No muy lejos se produjo una explosión de ira. Jack paró en seco y se situó de manera que pudiese observar sin llamar la atención. El grupo de científicos formó una suerte de manada defensiva, apiñándose para hacer frente a la inminente amenaza.

El ruido lo originaba una matemática llamada Angela Meerson. Se dejó ver, su cara de pocos amigos marcando un fuerte contraste con el rostro inexpresivo y dócil de los otros. Todo lo demás también era distinto: era más alta, su ropa de un color púrpura vivo, mientras que ellos vestían de gris y marrón, prácticamente el uniforme de los que eran como ellos. La matemática tenía el cabello largo y despeinado, como si acabara de levantarse de la cama. Los gestos de los hombres eran mesurados y controlados; los de ella, libres y tan indisciplinados como su pelo, que en algún momento había estado recogido como era debido en un intrincado moño y después se había desmelenado.

Los investigadores decidieron de manera colectiva fingir que la mujer no estaba allí, lo cual fue un error por su parte, pues a ella no le hizo ninguna gracia.

—¡¿Dónde está?! —preguntó la matemática a voz en grito.

Unos parecieron sorprendidos con su falta de respeto, de control y de decoro; otros tan sólo se asustaron. No estaban acostumbrados a semejante comportamiento, aunque algunos habían trabajado con ella en el pasado y ya habían presenciado arrebatos de ese tipo.

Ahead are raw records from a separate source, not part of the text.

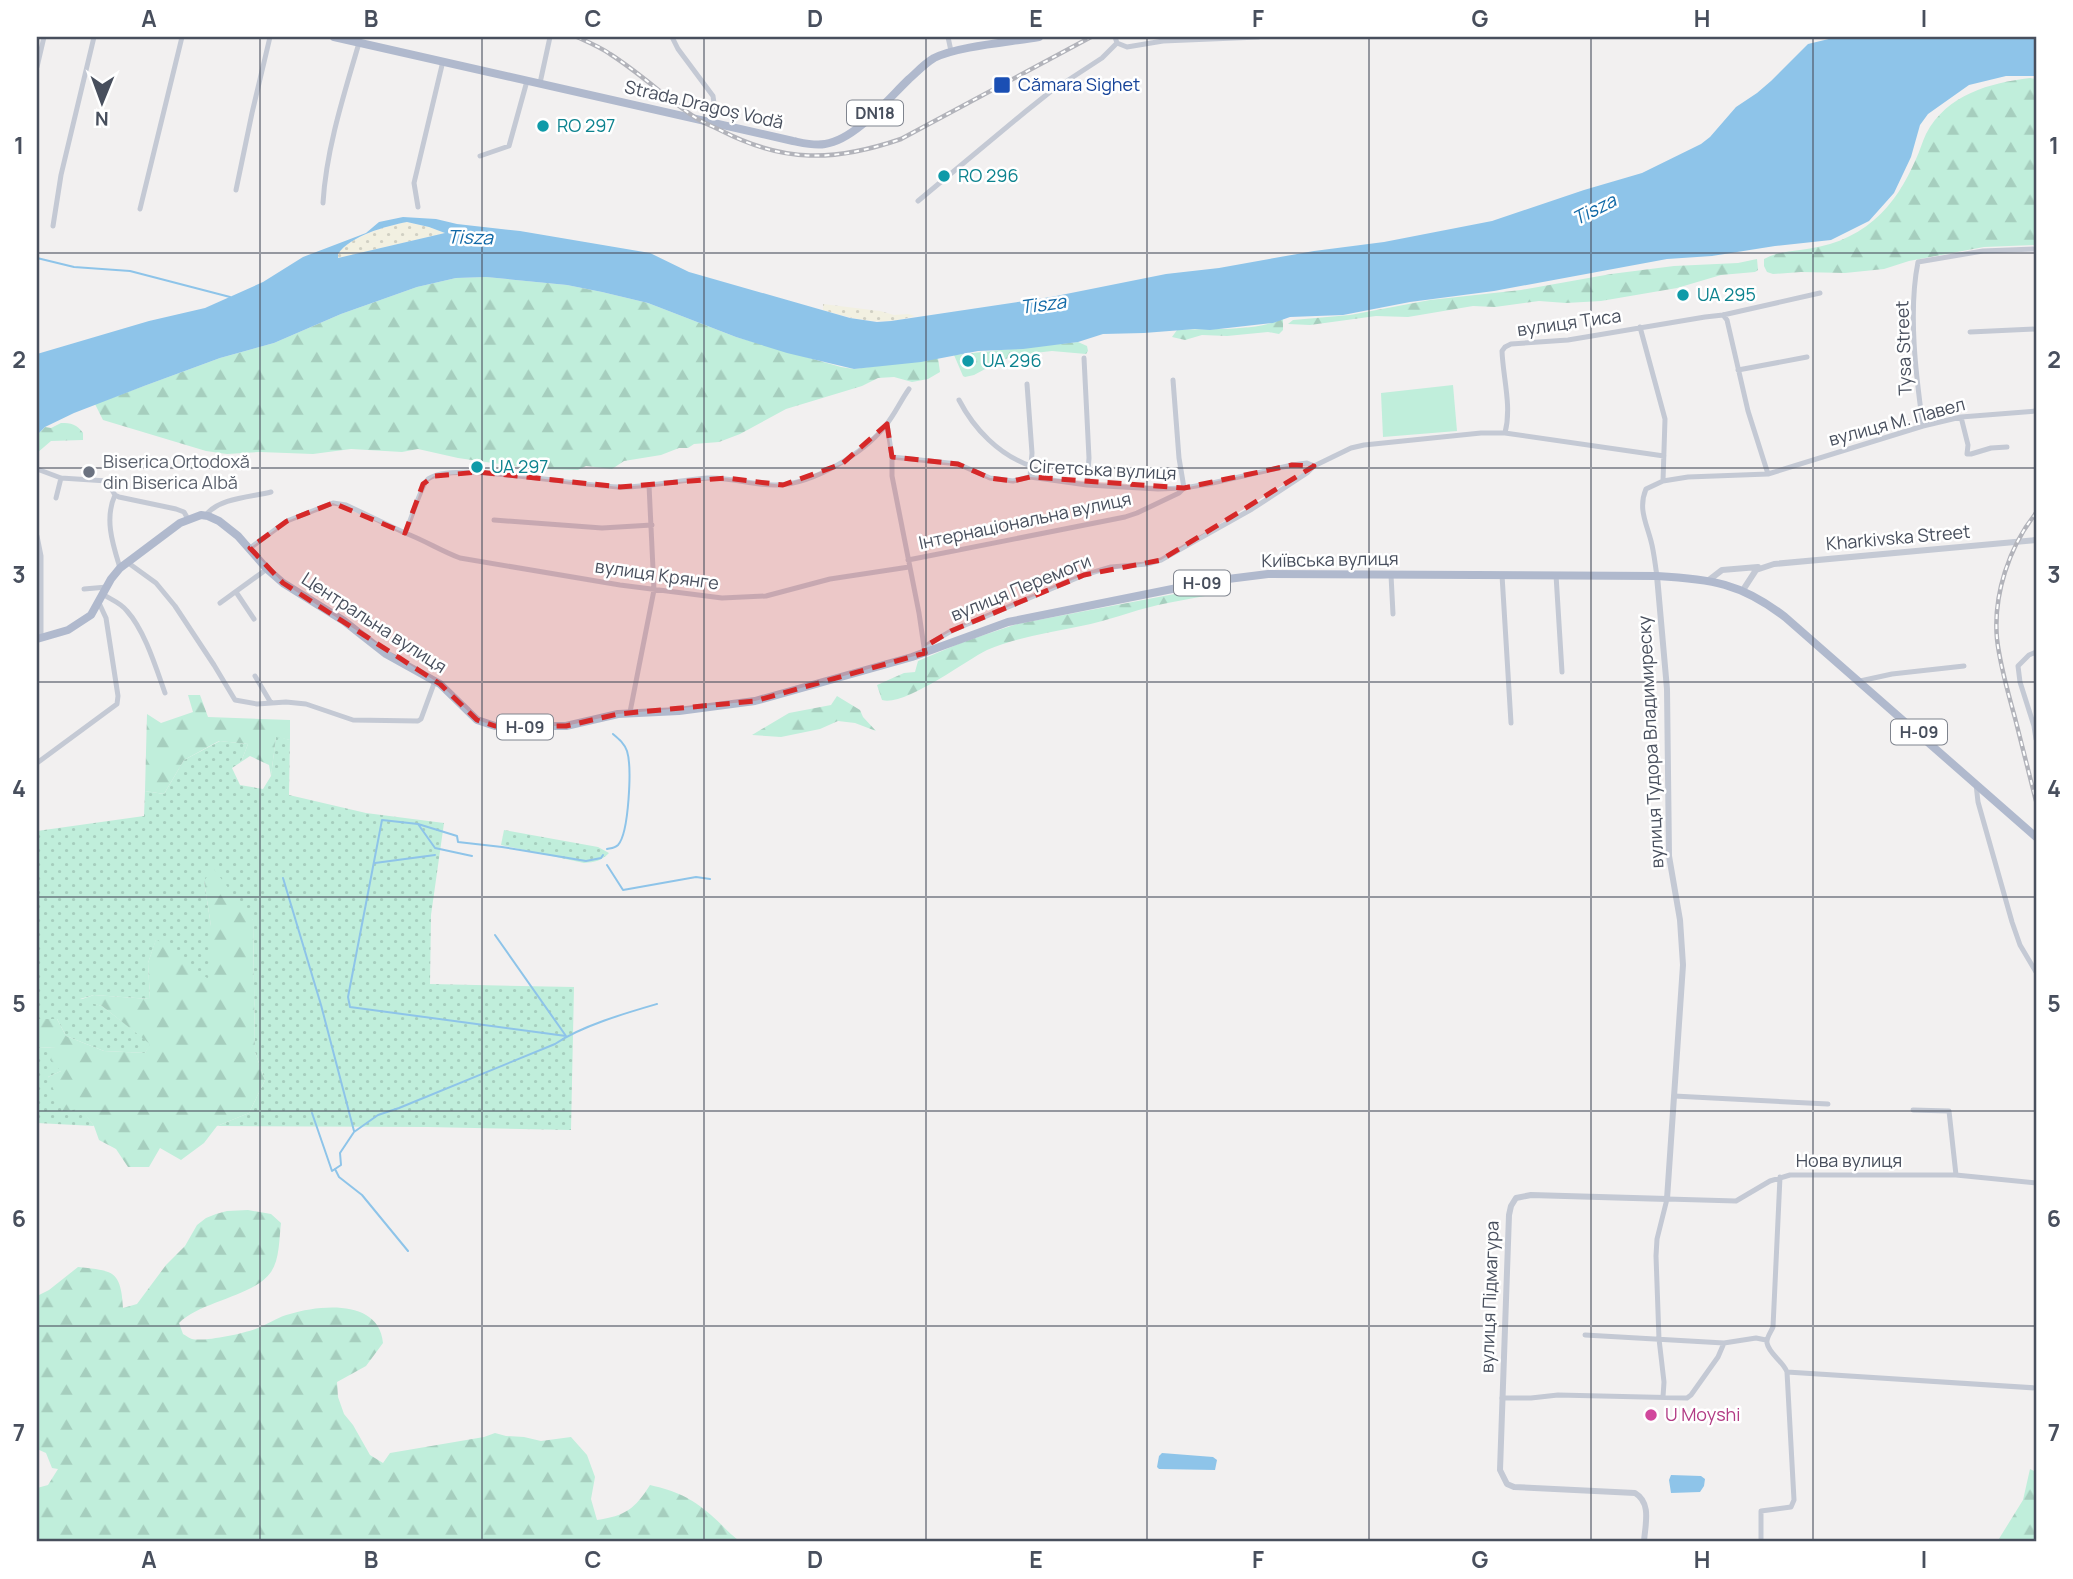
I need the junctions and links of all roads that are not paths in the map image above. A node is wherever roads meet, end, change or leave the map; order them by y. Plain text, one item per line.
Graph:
1 (44, 37) edge
2 (94, 37) edge
3 (182, 37) edge
4 (270, 37) edge
5 (334, 37) edge
6 (550, 37) edge
7 (672, 37) edge
8 (948, 37) edge
9 (979, 37) edge
10 (1039, 37) edge
11 (1259, 37) edge
12 (1116, 40) edge
13 (359, 42) junction
14 (978, 47) junction
15 (951, 51) junction
16 (443, 61) junction
17 (37, 67) edge
18 (527, 81) junction
19 (540, 83) junction
20 (712, 123) junction
21 (480, 156) dead end
22 (236, 190) dead end
23 (918, 201) dead end
24 (323, 203) dead end
25 (418, 207) dead end
26 (140, 209) dead end
27 (53, 226) dead end
28 (2036, 249) edge
29 (1820, 293) dead end
30 (1723, 315) junction
31 (1640, 327) junction
32 (2036, 328) edge
33 (1970, 332) dead end
34 (1807, 357) dead end
35 (1084, 358) dead end
36 (1738, 370) junction
37 (1173, 380) dead end
38 (1027, 384) dead end
39 (909, 389) dead end
40 (960, 400) dead end
41 (2036, 411) edge
42 (1961, 417) junction
43 (887, 424) junction
44 (1923, 426) junction
45 (1505, 433) junction
46 (2007, 447) dead end
47 (1664, 456) junction
48 (892, 457) junction
49 (1031, 466) junction
50 (1314, 466) junction
51 (37, 469) edge
52 (1768, 474) junction
53 (1031, 477) junction
54 (61, 478) junction
55 (1663, 481) junction
56 (649, 485) junction
57 (1087, 485) junction
58 (1184, 488) junction
59 (271, 492) dead end
60 (115, 495) junction
61 (56, 498) dead end
62 (206, 516) junction
63 (188, 519) junction
64 (494, 520) dead end
65 (652, 525) junction
66 (405, 533) junction
67 (37, 536) edge
68 (2036, 540) edge
69 (250, 548) junction
70 (909, 563) junction
71 (124, 565) junction
72 (1763, 566) junction
73 (267, 569) junction
74 (1391, 575) junction
75 (1502, 575) junction
76 (1556, 575) junction
77 (1657, 576) junction
78 (1709, 580) junction
79 (83, 589) dead end
80 (654, 590) junction
81 (1743, 590) junction
82 (236, 592) junction
83 (103, 595) junction
84 (219, 603) dead end
85 (1393, 614) dead end
86 (254, 619) dead end
87 (39, 639) edge
88 (925, 650) junction
89 (2036, 652) edge
90 (1964, 666) dead end
91 (1562, 672) dead end
92 (256, 676) dead end
93 (435, 681) junction
94 (1860, 681) junction
95 (165, 693) dead end
96 (271, 702) junction
97 (630, 712) junction
98 (1511, 723) dead end
99 (2035, 726) edge
100 (2036, 739) edge
101 (37, 763) edge
102 (1976, 785) junction
103 (2036, 837) edge
104 (2036, 972) edge
105 (1674, 1096) junction
106 (1828, 1104) dead end
107 (1913, 1110) dead end
108 (1956, 1175) junction
109 (1780, 1177) junction
110 (2036, 1183) edge
111 (1667, 1199) junction
112 (1585, 1335) dead end
113 (1659, 1339) junction
114 (1766, 1340) junction
115 (1724, 1343) junction
116 (1787, 1372) junction
117 (2036, 1388) edge
118 (1663, 1397) junction
119 (1503, 1398) junction
120 (1644, 1542) edge
121 (1761, 1542) edge

1 - 17 street
2 - 27 street
3 - 26 street
4 - 22 street
5 - 13 main road, Strada Dragoș Vodă / DN18
6 - 19 street
7 - 20 street
8 - 15 street
9 - 14 street
10 - 14 main road, Strada Dragoș Vodă / DN18
11 - 12 street
12 - 23 street
13 - 16 main road, Strada Dragoș Vodă / DN18
13 - 24 street
14 - 15 main road, Strada Dragoș Vodă / DN18
15 - 20 main road, Strada Dragoș Vodă / DN18
16 - 18 main road, Strada Dragoș Vodă / DN18
16 - 25 street
18 - 19 main road, Strada Dragoș Vodă / DN18
18 - 21 street
19 - 20 main road, Strada Dragoș Vodă / DN18
28 - 44 street, Tysa Street
29 - 30 street, вулиця Тиса
30 - 31 street, вулиця Тиса
30 - 36 street
31 - 45 street, вулиця Тиса
31 - 47 street
32 - 33 street
34 - 36 street
35 - 57 street
36 - 52 street
37 - 58 street
38 - 49 street
39 - 43 street
40 - 49 street
41 - 42 street, вулиця М. Павел
42 - 44 street, вулиця М. Павел
42 - 46 street
43 - 48 street, Інтернаціональна вулиця
43 - 56 street
44 - 52 street, вулиця М. Павел
45 - 47 street
45 - 50 street
47 - 55 street
48 - 53 street, Сігетська вулиця
48 - 70 street, Інтернаціональна вулиця
49 - 53 street
50 - 58 street, Сігетська вулиця
50 - 88 street, вулиця Перемоги
51 - 54 street
52 - 55 street, вулиця М. Павел
53 - 57 street, Сігетська вулиця
54 - 60 street
54 - 61 street
55 - 77 street
56 - 65 street
56 - 66 street
57 - 58 street, Сігетська вулиця
58 - 70 street, Інтернаціональна вулиця
59 - 62 street
60 - 63 street
60 - 71 street
62 - 63 main road
62 - 69 main road, Центральна вулиця / Н-09
63 - 71 main road
64 - 65 street
65 - 80 street
66 - 69 street, вулиця Крянге
66 - 80 street, вулиця Крянге
67 - 87 street
68 - 72 street, Kharkivska Street
69 - 73 main road, Центральна вулиця / Н-09
70 - 80 street, вулиця Крянге
70 - 88 street, Інтернаціональна вулиця
71 - 83 main road
71 - 96 street
72 - 78 street, Kharkivska Street
72 - 81 street
73 - 82 street
73 - 93 main road, Центральна вулиця / Н-09
74 - 75 main road, Київська вулиця / Н-09
74 - 85 street
74 - 88 main road, Київська вулиця / Н-09
75 - 76 main road, Київська вулиця / Н-09
75 - 98 street
76 - 77 main road, Київська вулиця / Н-09
76 - 91 street
77 - 78 main road, Київська вулиця / Н-09
77 - 105 street, вулиця Тудора Владимиреску
78 - 81 main road, Київська вулиця / Н-09
79 - 83 street
80 - 97 street
81 - 94 main road, Н-09
82 - 84 street
82 - 86 street
83 - 87 main road
83 - 95 street
83 - 101 street
88 - 97 main road, Центральна вулиця / Н-09
89 - 99 street
90 - 94 street
92 - 96 street
93 - 96 street
93 - 97 main road, Центральна вулиця / Н-09
94 - 102 main road, Н-09
99 - 100 street
102 - 103 main road, Н-09
102 - 104 street
105 - 106 street
105 - 111 street, вулиця Тудора Владимиреску
107 - 108 street
108 - 109 street, Нова вулиця
108 - 110 street, Нова вулиця
109 - 111 street, Нова вулиця
109 - 114 street
111 - 113 street
111 - 119 street, вулиця Підмагура
112 - 113 street
113 - 115 street
113 - 118 street
114 - 115 street
114 - 116 street
115 - 118 street, вулиця Підмагура
116 - 117 street
116 - 121 street
118 - 119 street, вулиця Підмагура
119 - 120 street, вулиця Підмагура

Por lo general, significaban que estaba trabajando con ahínco.

—¿Y bien? ¿Es que no sabéis hablar? ¿Dónde está esa comadreja?

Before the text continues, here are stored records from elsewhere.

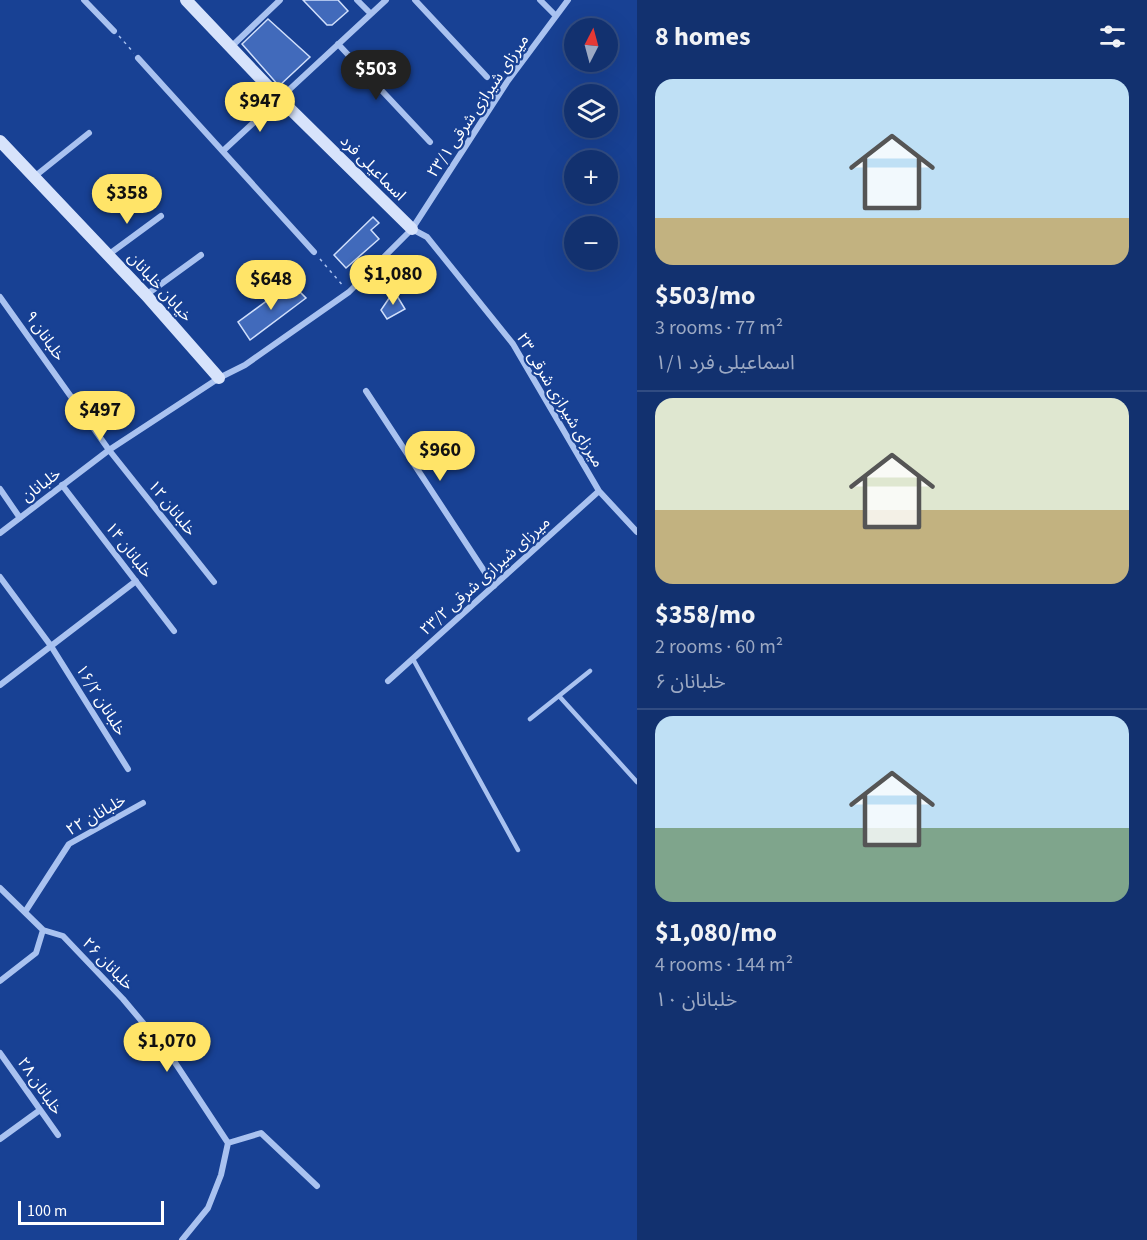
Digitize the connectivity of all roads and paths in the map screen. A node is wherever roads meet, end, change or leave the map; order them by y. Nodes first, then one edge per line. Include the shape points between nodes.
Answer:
1 (84, 0) edge
2 (186, 0) edge
3 (280, 0) edge
4 (357, 0) edge
5 (386, 0) edge
6 (416, 0) edge
7 (540, 0) edge
8 (568, 0) edge
9 (370, 14) junction
10 (556, 16) junction
11 (114, 31) joint
12 (338, 44) junction
13 (231, 47) junction
14 (138, 58) joint
15 (487, 76) dead end
16 (280, 99) junction
17 (88, 133) dead end
18 (0, 141) edge
19 (430, 142) dead end
20 (224, 150) junction
21 (34, 177) junction
22 (161, 216) dead end
23 (412, 230) junction
24 (314, 252) joint
25 (108, 255) junction
26 (201, 255) dead end
27 (349, 292) junction
28 (146, 295) junction
29 (0, 297) edge
30 (219, 378) junction
31 (366, 391) dead end
32 (109, 450) junction
33 (62, 485) junction
34 (0, 489) edge
35 (599, 491) junction
36 (20, 518) junction
37 (637, 532) edge
38 (0, 533) edge
39 (0, 577) edge
40 (136, 581) junction
41 (214, 582) dead end
42 (494, 586) junction
43 (174, 631) dead end
44 (51, 645) junction
45 (413, 659) junction
46 (590, 671) dead end
47 (388, 681) dead end
48 (0, 685) edge
49 (559, 696) junction
50 (530, 719) dead end
51 (128, 769) dead end
52 (637, 782) edge
53 (143, 803) dead end
54 (518, 850) dead end
55 (0, 888) edge
56 (25, 912) junction
57 (43, 930) junction
58 (0, 981) edge
59 (0, 1053) edge
60 (40, 1110) junction
61 (58, 1135) dead end
62 (0, 1139) edge
63 (228, 1143) junction
64 (317, 1186) dead end
65 (182, 1240) edge

1 - 11 street
2 - 13 street, اسماعیلی فرد
3 - 13 street
4 - 9 street
5 - 9 street
6 - 15 street
7 - 10 street
8 - 10 street, ۲۳/۱ میرزای شیرازی شرقی
9 - 12 street
10 - 23 street, ۲۳/۱ میرزای شیرازی شرقی via 507,82
11 - 14 path
12 - 16 street
12 - 19 street
13 - 16 street, اسماعیلی فرد
14 - 20 street
16 - 20 street
16 - 23 street, اسماعیلی فرد
17 - 21 street
18 - 21 street, خیابان خلبانان
20 - 24 street
21 - 25 street, خیابان خلبانان
22 - 25 street
23 - 27 street, ۲۳/۱ میرزای شیرازی شرقی
23 - 35 street, ۲۳ میرزای شیرازی شرقی via 427,237 513,344
24 - 27 path
25 - 28 street, خیابان خلبانان
26 - 28 street
27 - 30 street, خلبانان via 245,365
28 - 30 street, خیابان خلبانان
29 - 32 street, ۹ خلبانان
30 - 32 street, خلبانان
31 - 42 street
32 - 33 street, خلبانان
32 - 41 street, ۱۲ خلبانان
33 - 36 street, خلبانان
33 - 40 street, ۱۴ خلبانان
34 - 36 street
35 - 37 street, ۲۳ میرزای شیرازی شرقی
35 - 42 street, ۲۳/۲ میرزای شیرازی شرقی
36 - 38 street, خلبانان
39 - 44 street, ۱۶/۲ خلبانان
40 - 43 street, ۱۴ خلبانان
40 - 44 street
42 - 45 street, ۲۳/۲ میرزای شیرازی شرقی
44 - 48 street
44 - 51 street, ۱۶/۲ خلبانان
45 - 47 street, ۲۳/۲ میرزای شیرازی شرقی
45 - 54 lane
46 - 49 lane
49 - 50 lane
49 - 52 lane
53 - 56 street, ۲۲ خلبانان via 69,844
55 - 56 street, ۲۶ خلبانان
56 - 57 street, ۲۶ خلبانان
57 - 58 street via 36,953
57 - 63 street, ۲۶ خلبانان via 63,936 123,999 170,1055
59 - 60 street, ۲۸ خلبانان
60 - 61 street, ۲۸ خلبانان
60 - 62 street
63 - 64 street via 261,1133
63 - 65 street via 208,1209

—Creo que debería calmarse —aconsejó uno, con nerviosismo—. Los protocolos para manifestar insatisfacción son claros a este respecto. Le puedo remitir la información si lo desea, estoy seguro…

—Cierra el pico, pedazo de idiota. —Le blandió un papel delante de la cara—. Mira esto.

El aludido lo leyó y quedó realmente sorprendido.

—La han suspendido —observó.

—No estás sonriendo, ¿verdad?

—Por supuesto que no —se apresuró a responder el hombre—. Yo no sabía nada de esto, de veras.

Ella soltó un bufido.

—Mentiroso —espetó.

—Mañana tendrá la oportunidad de explicarse. Estoy seguro de que se aclarará todo.

—¡Ja! —exclamó—. ¿Mañana? ¿Por qué no hoy? ¿Quieres que te diga por qué? Porque es una comadreja.

—Estoy convencido de que el señor Hanslip tiene en mente lo mejor para todos, y es su deber obedecer sus deseos. Tenemos una fe absoluta en su liderazgo, y no entiendo qué es lo que pretende conseguir con semejante arrebato.

Ella lo fulminó con una mirada de asco.

—¿Ah, no? ¿De verdad? Entonces mírame. Así tal vez aprendas algo.

Le lanzó el papel arrugado, haciéndolo estremecer, y acto seguido dio media vuelta y enfiló el corredor. Dijo dos veces «¡ja!» antes de desaparecer.

El grupo prorrumpió en unas risitas de alivio y nerviosismo.

—Seguro que se ha vuelto a emborrachar —apuntó uno—. Lo necesita para ponerse a pleno rendimiento. Se le pasará dentro de un día o dos.

—Aunque está bastante loca —añadió otro—. No sé cómo ha durado tanto. Yo no lo aguantaría.

Entonces vio que Jack lo estaba observando desde lejos. Le lanzó una ojeada furibunda y bajó la voz.

Confiaba firmemente en que mi dramática salida los impresionara a todos; estaba claro que en ese momento no me sentía muy segura. Mis relaciones con Hanslip siempre habían sido frágiles, cuando menos, pero durante mucho tiempo esa fragilidad se había restringido al ámbito de lo que se podría llamar tensión creativa. No le caía bien a Hanslip, y yo no lo soportaba a él, pero en cierto modo nos necesitábamos. Como un dúo musical de los de antaño: Robert Hanslip al dinero; Angela Meerson a la inteligencia. También hablábamos, y su estupidez me hacía pensar a menudo y plantearme las cosas de nuevo. Esta vez, sin embargo, la situación era distinta. Hanslip había ido demasiado lejos. Yo acababa de descubrir un complot para robar mi trabajo y venderlo al bicho de Oldmanter, tal vez el hombre más asqueroso, más pernicioso del planeta. Ésa era mi opinión, y admito que otros no pensaban lo mismo. Pero eran idiotas.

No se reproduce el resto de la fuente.